夫婦の結婚生活における財産には、現金預金、不動産、自動車、家財道具など様々なものがあります。

離婚時、結婚生活で築いてきたこれらの共有財産を分けることを「財産分与」と言います。

この夫婦の財産、銀行口座・不動産・自動車など、大半はどちらか一方の名義になっていると思われますが、 銀行口座・不動産・自動車などが夫の名義になっていたとしても、財産分与の請求をできる場合があります。

財産分与は、あくまでも夫婦の共有財産の清算を目的としていますので、離婚の原因が夫婦のどちらにあったとしても正当に請求できます。

※夫婦共有財産とは・・・
婚姻時点から夫婦共同で築いた財産のこと。原則として、夫婦共有財産の2分の1を財産分与として請求できます。

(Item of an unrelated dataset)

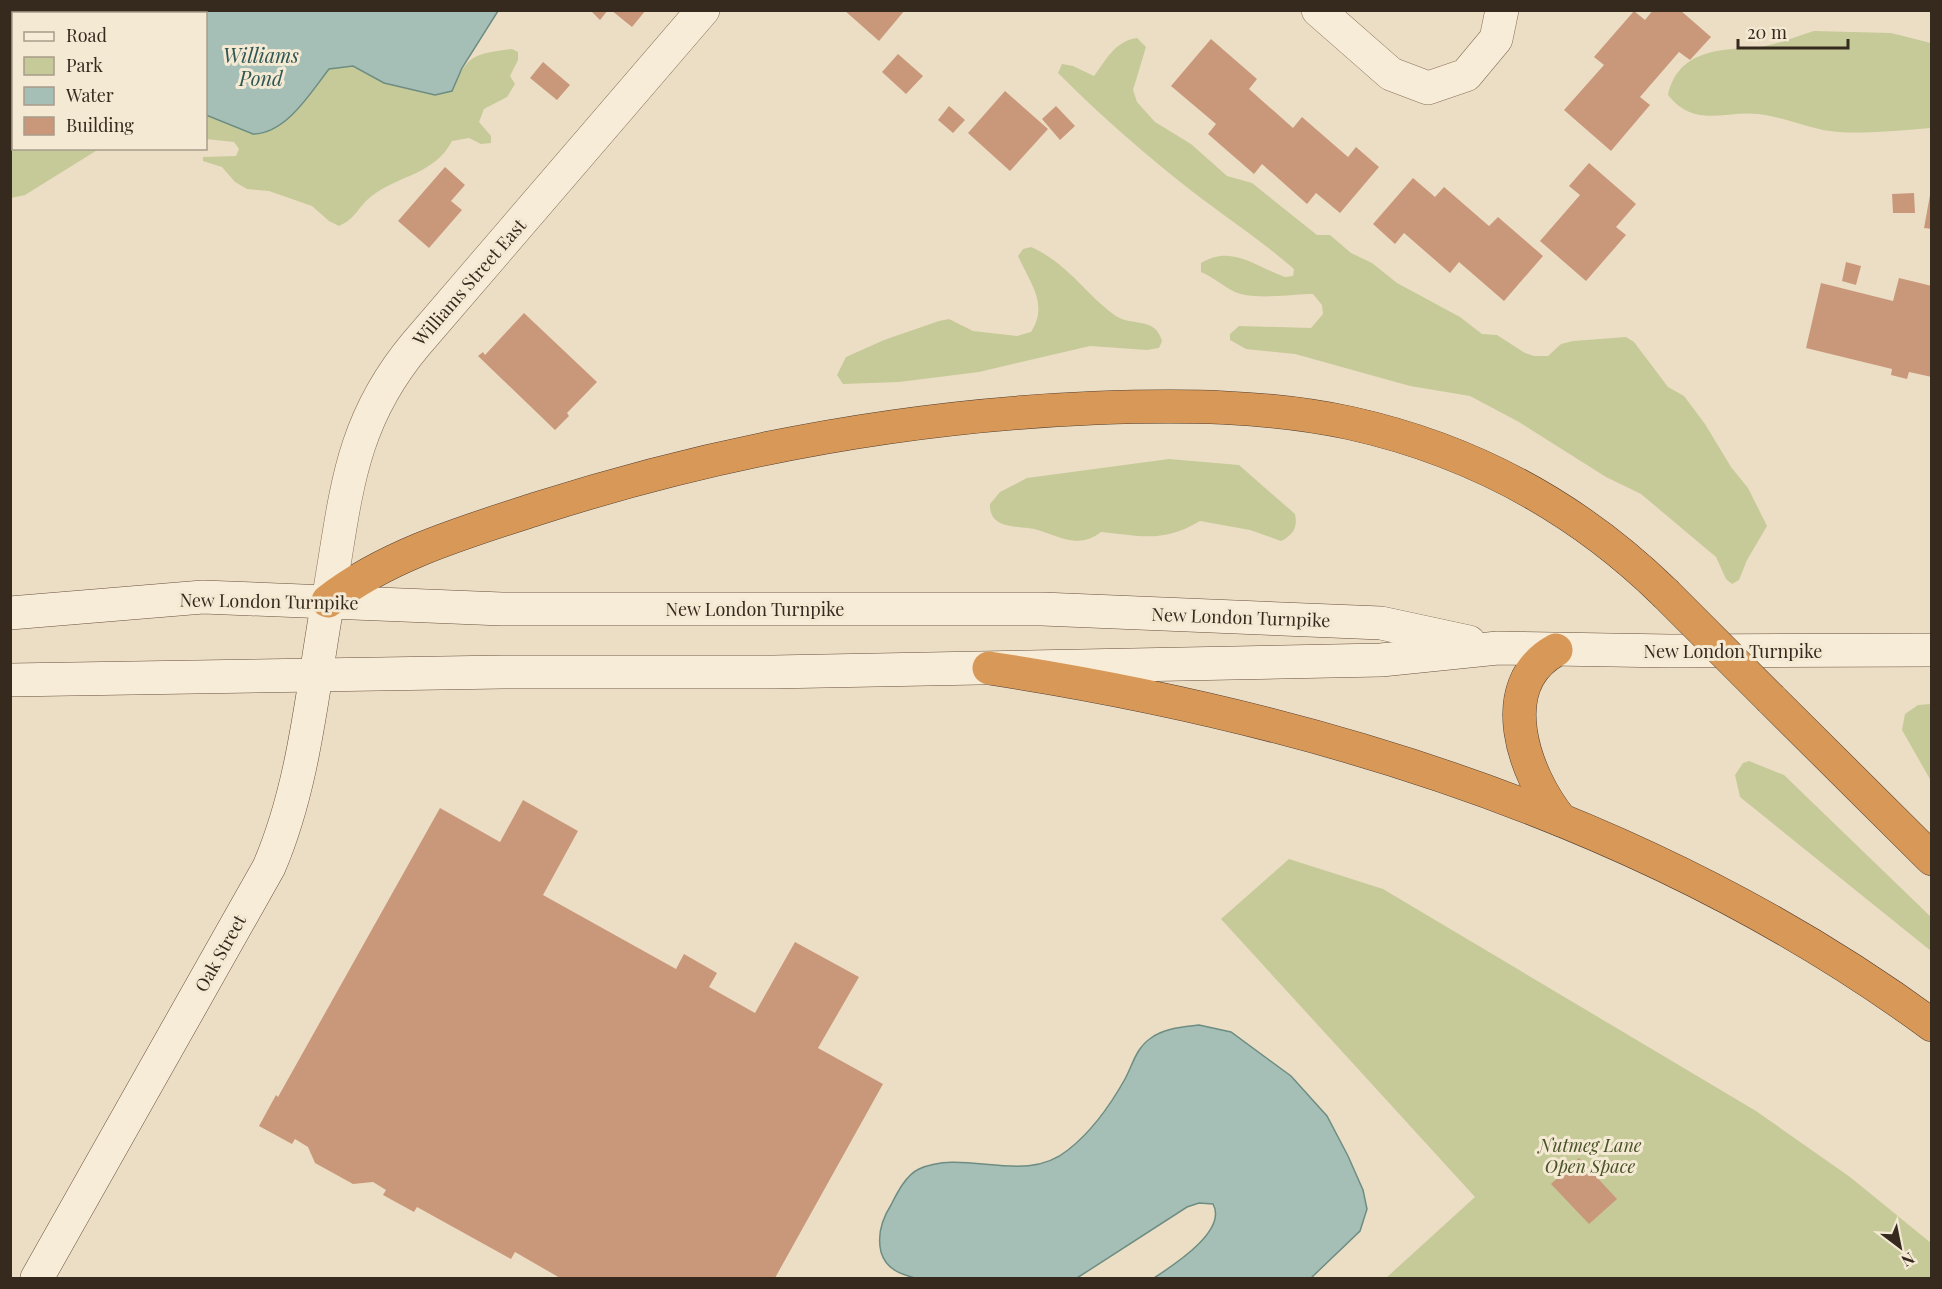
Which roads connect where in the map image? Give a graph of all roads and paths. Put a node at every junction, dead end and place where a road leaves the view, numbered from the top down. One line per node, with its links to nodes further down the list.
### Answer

次に、財産分与の対象となる財産と、ならない財産と見てみましょう。

【財産分与の対象となる財産の例】

  • 現金・預金
  • 不動産(土地・建物)
  • 株などの有価証券・投資信託
  • 自動車
  • 家財道具
  • 高価な美術品等
  • 会員権(ゴルフ会員権など)
  • 生命保険金
  • 年金受給権
  • 債務(住宅ローン)

※マイナスの財産も財産分与の対象になります。

【財産分与の対象とならない財産の例】

  • 結婚前から各自が保有していた財産
  • 親からの相続財産・贈与を受けた財産

※夫婦各自の固有の財産は「特有財産」と呼ばれます。
※夫婦が共同生活をする中で、いずれに属するか分からない財産に関しては夫婦の「共有財産」と推定されます。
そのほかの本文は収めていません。